» **Exercise**: Your job is to copy the lines from the material that include "leave".

Data supplied Block Start

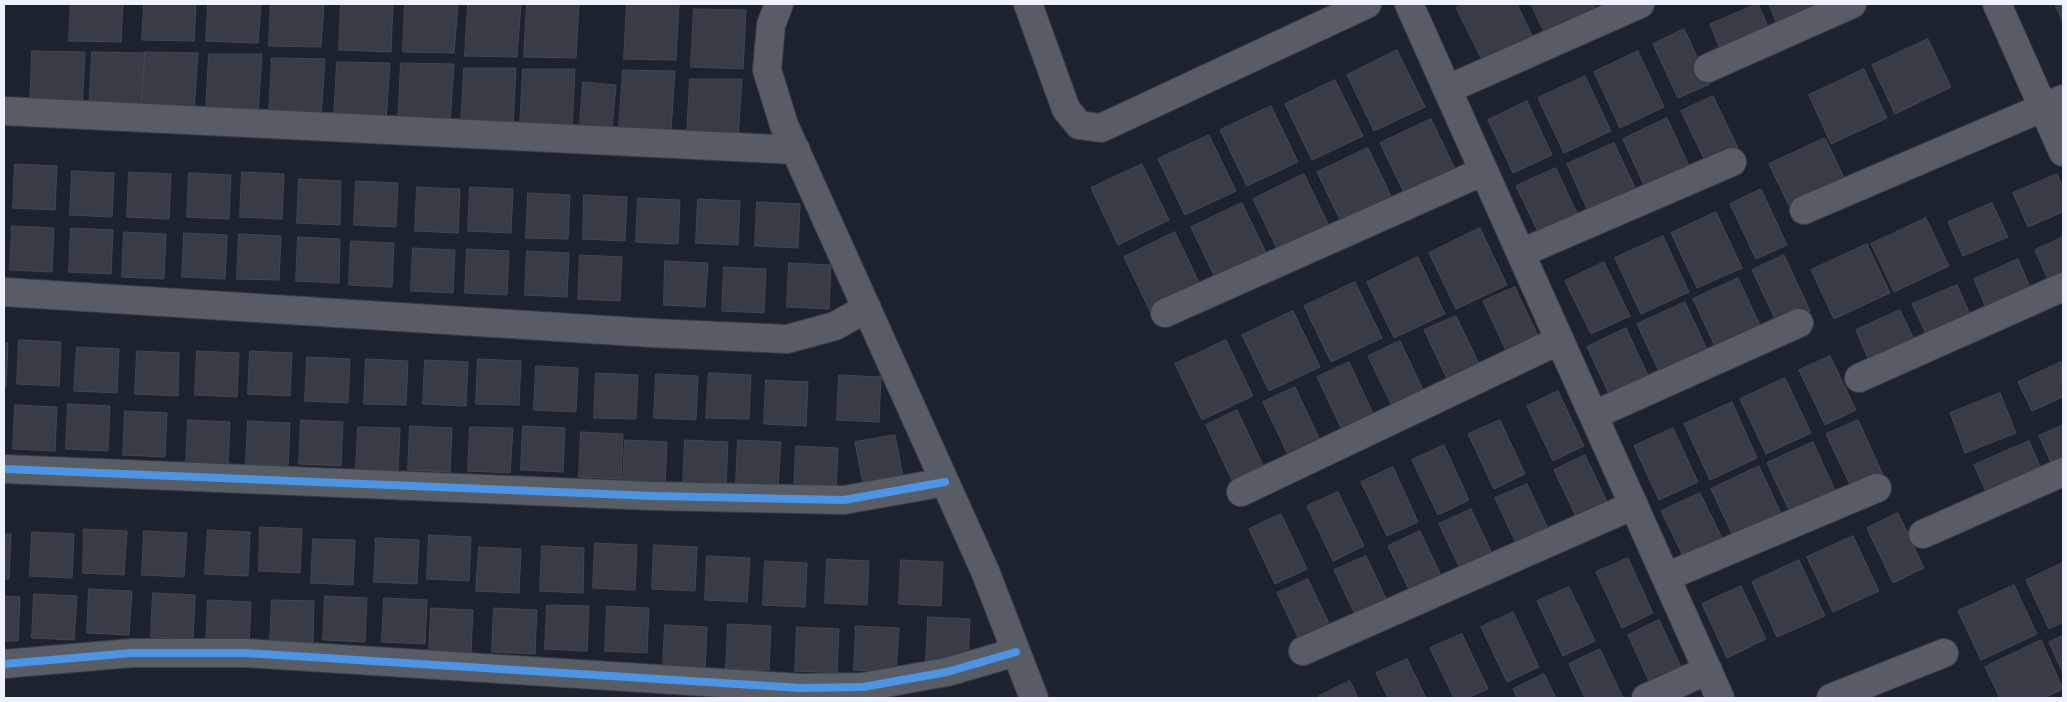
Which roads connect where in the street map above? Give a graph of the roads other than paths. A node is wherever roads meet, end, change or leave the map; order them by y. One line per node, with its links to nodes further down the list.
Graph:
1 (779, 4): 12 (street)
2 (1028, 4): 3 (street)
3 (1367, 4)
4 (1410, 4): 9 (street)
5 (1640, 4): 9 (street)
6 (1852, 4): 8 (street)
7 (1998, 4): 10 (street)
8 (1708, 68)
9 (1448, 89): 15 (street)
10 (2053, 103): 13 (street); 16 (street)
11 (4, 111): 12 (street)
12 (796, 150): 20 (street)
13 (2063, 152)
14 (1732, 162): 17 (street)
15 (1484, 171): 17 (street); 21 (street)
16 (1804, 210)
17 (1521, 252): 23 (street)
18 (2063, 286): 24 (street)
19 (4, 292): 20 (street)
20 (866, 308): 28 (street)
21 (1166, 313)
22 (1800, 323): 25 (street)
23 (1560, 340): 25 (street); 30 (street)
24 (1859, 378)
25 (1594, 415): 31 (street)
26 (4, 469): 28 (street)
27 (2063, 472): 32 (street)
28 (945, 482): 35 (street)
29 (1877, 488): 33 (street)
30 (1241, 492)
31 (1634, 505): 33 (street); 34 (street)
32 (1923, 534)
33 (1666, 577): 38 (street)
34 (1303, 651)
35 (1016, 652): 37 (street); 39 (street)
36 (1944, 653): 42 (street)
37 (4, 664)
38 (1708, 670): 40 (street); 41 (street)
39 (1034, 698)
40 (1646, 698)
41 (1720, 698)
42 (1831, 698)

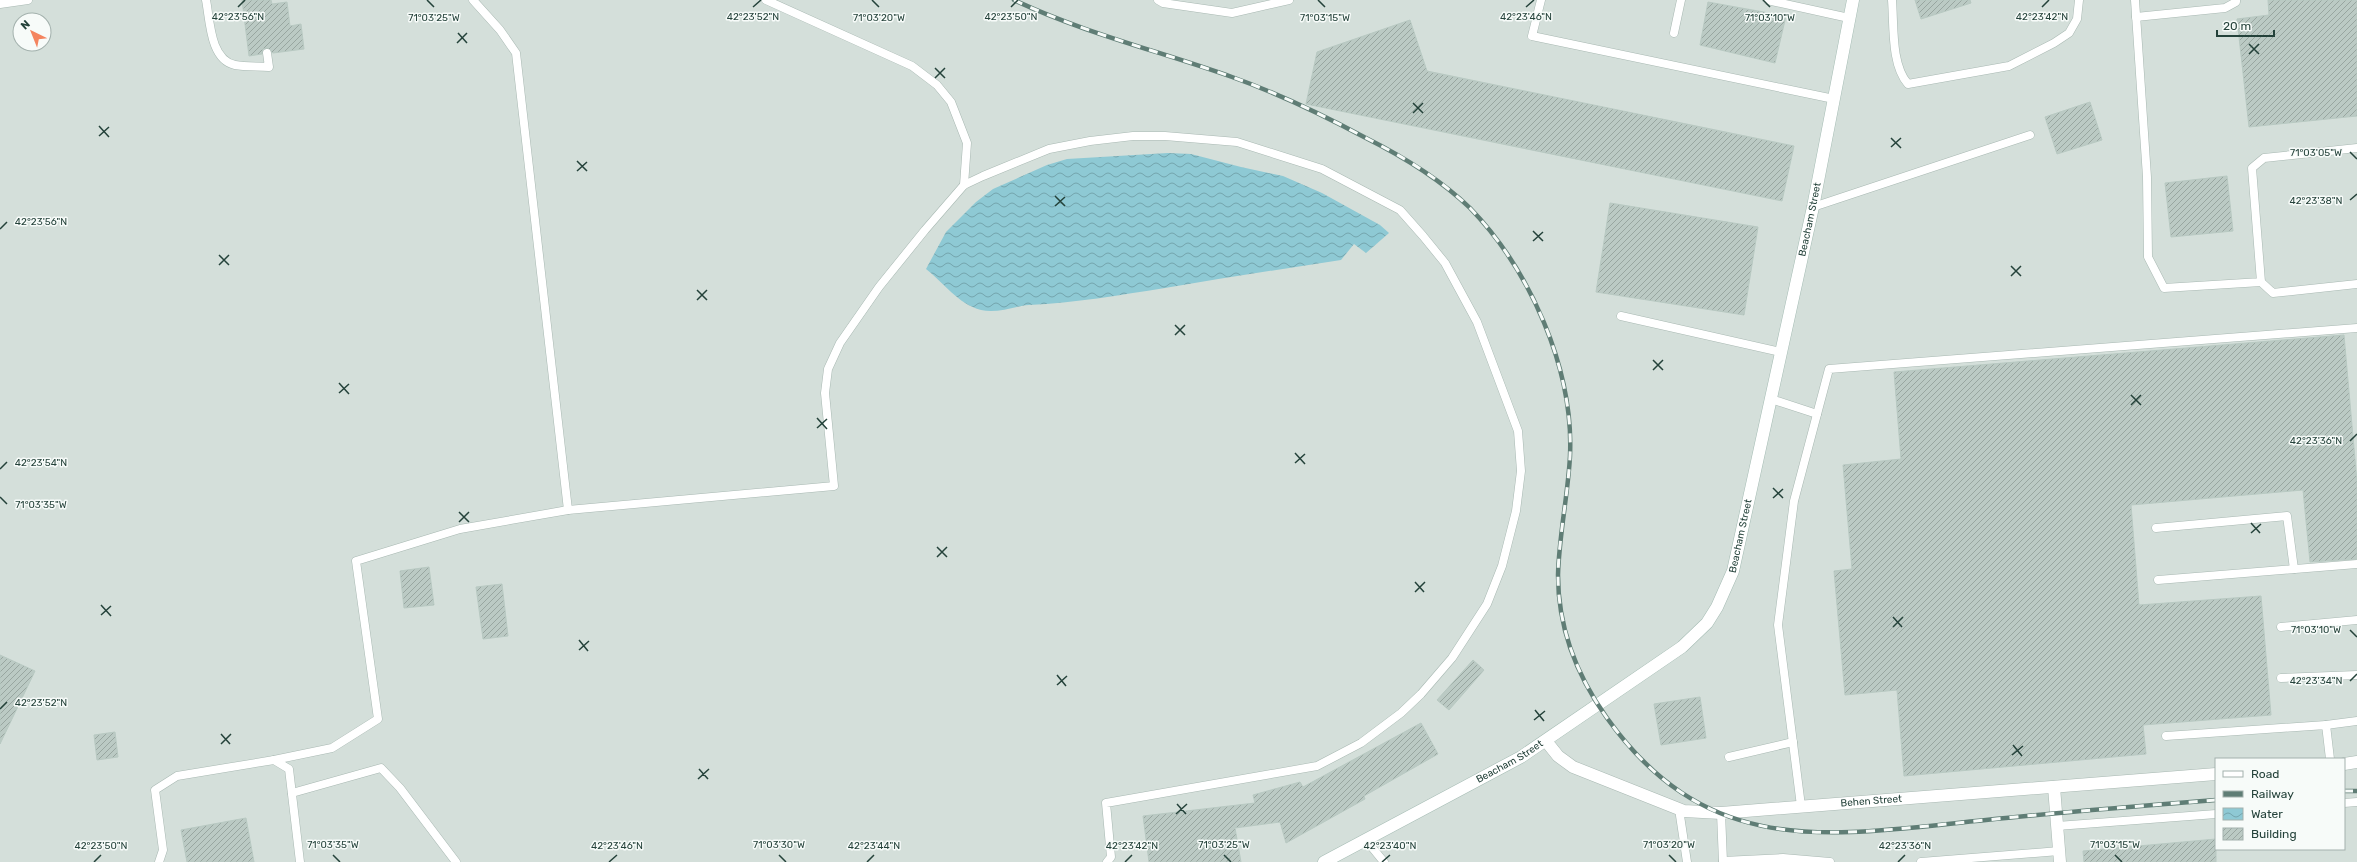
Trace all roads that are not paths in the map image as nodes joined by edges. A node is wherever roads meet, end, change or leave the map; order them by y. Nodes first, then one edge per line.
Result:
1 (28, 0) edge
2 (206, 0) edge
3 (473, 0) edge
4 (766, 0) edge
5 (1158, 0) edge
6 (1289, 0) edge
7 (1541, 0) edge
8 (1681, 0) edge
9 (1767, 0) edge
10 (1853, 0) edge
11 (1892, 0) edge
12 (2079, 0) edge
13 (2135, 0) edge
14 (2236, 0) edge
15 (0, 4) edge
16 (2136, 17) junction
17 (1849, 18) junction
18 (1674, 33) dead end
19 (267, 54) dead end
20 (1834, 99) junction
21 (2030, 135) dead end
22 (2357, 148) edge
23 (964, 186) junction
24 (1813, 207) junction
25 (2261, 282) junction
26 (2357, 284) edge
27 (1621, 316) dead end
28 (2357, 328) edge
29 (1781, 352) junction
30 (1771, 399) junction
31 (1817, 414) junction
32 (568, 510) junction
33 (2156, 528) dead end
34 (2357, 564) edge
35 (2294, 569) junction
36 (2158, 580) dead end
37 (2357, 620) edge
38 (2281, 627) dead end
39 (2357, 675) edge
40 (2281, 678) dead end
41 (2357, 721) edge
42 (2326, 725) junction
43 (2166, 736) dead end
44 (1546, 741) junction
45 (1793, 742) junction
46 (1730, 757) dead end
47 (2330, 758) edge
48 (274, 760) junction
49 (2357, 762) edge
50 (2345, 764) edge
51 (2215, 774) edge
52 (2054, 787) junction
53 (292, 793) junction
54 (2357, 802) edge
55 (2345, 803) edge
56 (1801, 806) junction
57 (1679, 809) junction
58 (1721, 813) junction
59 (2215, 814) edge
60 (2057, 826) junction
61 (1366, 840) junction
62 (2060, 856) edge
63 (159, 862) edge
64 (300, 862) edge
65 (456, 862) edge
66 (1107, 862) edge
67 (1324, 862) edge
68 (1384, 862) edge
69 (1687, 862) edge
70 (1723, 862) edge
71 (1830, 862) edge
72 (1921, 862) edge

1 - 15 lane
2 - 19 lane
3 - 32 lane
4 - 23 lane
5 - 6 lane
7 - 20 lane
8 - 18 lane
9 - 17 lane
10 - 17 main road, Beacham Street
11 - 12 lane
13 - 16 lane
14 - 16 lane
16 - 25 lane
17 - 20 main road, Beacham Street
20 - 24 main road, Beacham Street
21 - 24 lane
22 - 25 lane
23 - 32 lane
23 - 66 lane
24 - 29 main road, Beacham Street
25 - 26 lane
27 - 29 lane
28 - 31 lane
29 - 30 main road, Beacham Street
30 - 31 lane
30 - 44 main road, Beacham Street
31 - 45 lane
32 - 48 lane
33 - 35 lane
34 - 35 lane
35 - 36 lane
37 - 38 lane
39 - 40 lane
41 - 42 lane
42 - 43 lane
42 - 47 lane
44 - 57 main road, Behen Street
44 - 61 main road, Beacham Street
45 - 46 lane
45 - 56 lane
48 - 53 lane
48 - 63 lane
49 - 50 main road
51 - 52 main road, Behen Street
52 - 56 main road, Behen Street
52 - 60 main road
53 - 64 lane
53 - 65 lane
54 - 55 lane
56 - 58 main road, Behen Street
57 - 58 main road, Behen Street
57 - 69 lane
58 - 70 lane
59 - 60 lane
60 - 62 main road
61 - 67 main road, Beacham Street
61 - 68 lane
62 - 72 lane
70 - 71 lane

Data supplied Block End

» **Solution for this problem**:
Which roads connect where in the street map above? Give a graph of the roads other than paths. A node is wherever roads meet, end, change or leave the map; order them by y. One line per node, with its links to nodes further down the list.
Trace all roads that are not paths in the map image as nodes joined by edges. A node is wherever roads meet, end, change or leave the map; order them by y. Nodes first, then one edge per line.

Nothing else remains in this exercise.